Es decir, entendí que hay fascinación por la intriga, no por la construcción de ideas. Hay hambre y sed de mitotes, urgencia de circunstancias, deseo de espejismos, anhelos de confabulaciones. Miramos a la conversación pública como una sombra del poder, no como un mecanismo para domarlo y dominarlo. Se perdió hace muchos años la intención de crear y, por el contrario, escribir se convirtió en el ardid de legitimar a cuanta decisión arbitraria viniera desde el poder.

Por eso hay y abundan articulistas que dan lecturas de acontecimientos, a los que les motiva hablar de si alguna persona dijo alguna palabra que enalteciera o denostara a un aprontado. Por eso las columnas que se comparten son las que dicen quién está en el ánimo del poderoso y quién ya no está o estuvo. Queremos leer mitotes porque creemos que nos ayudan a operar para nosotros mismos o para nuestro grupo político. Y peor aún, porque para ciertas personas lo único valioso que pueden aportar es eso: decir quién sí y quién no ocupará un cargo, será relevado, será premiado, será ascendido o será despedido.

Hay que darle una vuelta eso. Tuve la pretensión de canalizar las voces de mi generación: esa que no sabe qué pedo, esa que no tiene empleos bien pagados, aunque tenga posgrados. Esa generación que transita de un mundo documental a uno digital. Esta generación que no sabe qué hacer para construir un bienestar económico, porque le enseñaron a estudiar y luego a trabajar 30 años en una empresa y al final, solo cotizar para una casa de 4 por 4. Sí, esa generación que está cuestionando valores sociales y que recibe adjetivos solo porque plantea preguntas incómodas, cosas que de las nadie quiere hablar.

La escritura es una manera de romper con la hegemonía cultural de una época y en particular, es también una revelación de caminos intransitados. Ir más allá del espacio presente e imaginar mundos posibles. Quienes hacen crónica también deben entender que hay en la narración de los hechos de un momento en la historia, una oportunidad para dibujar el por qué las cosas son como son, pero, sobre todo, el cómo pueden ser mejores.

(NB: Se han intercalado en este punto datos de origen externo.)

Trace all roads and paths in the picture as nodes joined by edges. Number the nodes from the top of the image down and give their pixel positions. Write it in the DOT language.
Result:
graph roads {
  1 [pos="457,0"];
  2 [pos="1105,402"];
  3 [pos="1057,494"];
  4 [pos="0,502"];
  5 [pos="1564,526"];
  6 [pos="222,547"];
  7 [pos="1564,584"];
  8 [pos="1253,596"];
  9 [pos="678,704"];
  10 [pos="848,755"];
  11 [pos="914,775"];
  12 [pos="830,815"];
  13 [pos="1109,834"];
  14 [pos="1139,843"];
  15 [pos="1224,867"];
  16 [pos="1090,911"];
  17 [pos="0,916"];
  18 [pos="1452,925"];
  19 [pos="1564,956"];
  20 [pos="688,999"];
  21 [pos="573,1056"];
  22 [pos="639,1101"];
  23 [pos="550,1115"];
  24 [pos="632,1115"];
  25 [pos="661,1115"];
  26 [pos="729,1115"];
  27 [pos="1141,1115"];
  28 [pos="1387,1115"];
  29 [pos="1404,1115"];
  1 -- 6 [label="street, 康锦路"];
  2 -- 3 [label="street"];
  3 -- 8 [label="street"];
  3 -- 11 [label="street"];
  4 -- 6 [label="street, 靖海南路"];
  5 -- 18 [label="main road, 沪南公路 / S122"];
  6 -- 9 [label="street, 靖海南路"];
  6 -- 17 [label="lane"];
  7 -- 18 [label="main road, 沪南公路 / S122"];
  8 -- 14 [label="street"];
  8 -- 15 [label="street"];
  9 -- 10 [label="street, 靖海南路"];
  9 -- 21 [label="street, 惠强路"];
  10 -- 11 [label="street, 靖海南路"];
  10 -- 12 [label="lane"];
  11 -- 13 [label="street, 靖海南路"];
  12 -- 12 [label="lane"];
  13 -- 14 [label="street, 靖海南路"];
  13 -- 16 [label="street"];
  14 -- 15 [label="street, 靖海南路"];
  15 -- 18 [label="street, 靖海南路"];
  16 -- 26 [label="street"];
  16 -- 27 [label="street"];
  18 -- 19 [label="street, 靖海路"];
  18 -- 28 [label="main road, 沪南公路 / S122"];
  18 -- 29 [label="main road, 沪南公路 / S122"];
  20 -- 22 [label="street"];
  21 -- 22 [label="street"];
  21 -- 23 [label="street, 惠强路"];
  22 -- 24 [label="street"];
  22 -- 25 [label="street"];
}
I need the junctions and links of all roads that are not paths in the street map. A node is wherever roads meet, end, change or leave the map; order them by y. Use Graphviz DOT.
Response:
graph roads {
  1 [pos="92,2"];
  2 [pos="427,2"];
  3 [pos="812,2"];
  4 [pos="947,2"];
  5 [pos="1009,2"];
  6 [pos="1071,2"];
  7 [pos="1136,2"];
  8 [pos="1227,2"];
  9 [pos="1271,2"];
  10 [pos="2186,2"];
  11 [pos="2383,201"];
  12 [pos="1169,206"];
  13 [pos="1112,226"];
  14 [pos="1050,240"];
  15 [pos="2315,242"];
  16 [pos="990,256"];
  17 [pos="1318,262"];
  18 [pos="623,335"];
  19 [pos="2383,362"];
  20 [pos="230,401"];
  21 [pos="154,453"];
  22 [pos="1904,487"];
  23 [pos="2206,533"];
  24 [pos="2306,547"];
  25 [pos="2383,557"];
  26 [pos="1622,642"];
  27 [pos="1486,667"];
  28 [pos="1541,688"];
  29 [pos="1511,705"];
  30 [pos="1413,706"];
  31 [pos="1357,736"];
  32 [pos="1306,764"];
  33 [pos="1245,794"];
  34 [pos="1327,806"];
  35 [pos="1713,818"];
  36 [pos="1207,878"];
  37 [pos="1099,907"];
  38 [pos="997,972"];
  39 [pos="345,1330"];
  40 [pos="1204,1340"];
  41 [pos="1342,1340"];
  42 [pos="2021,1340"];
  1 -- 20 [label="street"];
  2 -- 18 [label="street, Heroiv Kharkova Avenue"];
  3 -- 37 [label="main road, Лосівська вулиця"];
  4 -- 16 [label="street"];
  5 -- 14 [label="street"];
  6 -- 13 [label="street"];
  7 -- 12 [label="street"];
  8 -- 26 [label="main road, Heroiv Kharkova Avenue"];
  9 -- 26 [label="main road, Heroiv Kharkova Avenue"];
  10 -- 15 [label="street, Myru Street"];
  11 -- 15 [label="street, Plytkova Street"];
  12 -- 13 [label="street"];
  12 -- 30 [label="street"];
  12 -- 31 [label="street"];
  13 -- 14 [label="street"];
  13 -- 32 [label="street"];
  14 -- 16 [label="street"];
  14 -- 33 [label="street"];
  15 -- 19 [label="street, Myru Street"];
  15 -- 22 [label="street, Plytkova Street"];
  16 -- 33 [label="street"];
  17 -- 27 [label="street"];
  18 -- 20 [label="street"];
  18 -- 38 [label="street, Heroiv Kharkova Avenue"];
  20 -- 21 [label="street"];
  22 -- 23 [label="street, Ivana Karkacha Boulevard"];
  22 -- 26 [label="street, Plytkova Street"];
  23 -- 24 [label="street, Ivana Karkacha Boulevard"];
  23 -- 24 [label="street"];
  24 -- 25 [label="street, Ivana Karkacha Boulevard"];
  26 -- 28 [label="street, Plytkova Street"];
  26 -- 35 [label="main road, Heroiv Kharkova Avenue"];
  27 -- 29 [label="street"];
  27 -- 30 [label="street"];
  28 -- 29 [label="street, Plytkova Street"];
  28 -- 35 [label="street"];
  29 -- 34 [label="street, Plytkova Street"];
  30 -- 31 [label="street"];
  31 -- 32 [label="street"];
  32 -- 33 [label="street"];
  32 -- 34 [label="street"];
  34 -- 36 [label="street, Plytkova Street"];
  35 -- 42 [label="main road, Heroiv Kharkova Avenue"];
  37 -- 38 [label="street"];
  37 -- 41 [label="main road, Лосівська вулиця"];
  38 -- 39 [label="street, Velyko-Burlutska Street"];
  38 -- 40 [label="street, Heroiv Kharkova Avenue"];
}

Sinaloa y el país necesitan a una generación nueva de pensadores. Y, además, que los que ya están considerados como tales, comiencen a pensar de otra forma y en otras cosas. ¿De qué nos sirve saber quiénes serán los próximos Secretarios, si ni siquiera hemos discutido suficientemente el efecto del cambio climático en la agricultura, o la urgencia de desarrollar obras de infraestructura sustentable en un estado en el que cada día se repiten sequías durísimas?

¿De qué nos sirve hablar de innovación en la estructura pública, si nadie ha resuelto el tema del Servicio Civil de Carrera en el gobierno local? ¿Cuándo podremos generar políticas públicas de alto efecto si ni siquiera tenemos un modelo econométrico propio para calcular el PIB de los municipios más pobres?

Es más, ¿tenemos la capacidad de movernos como estado o municipio hacia una interacción geopolítica totalmente diferente a la de los últimos 30 años? ¿Estamos listos para cambiar modelos de pensamiento educativo cuando no hemos podido resolver la brecha social entre la ciudad y el campo? ¿Qué política de vivienda estableceremos en el futuro, si cada día los créditos hipotecarios parecen más lejanos para la clase trabajadora? ¿Qué haremos con el sistema de pensiones que es una carga fiscal que va a explotar en las manos de algún gobierno?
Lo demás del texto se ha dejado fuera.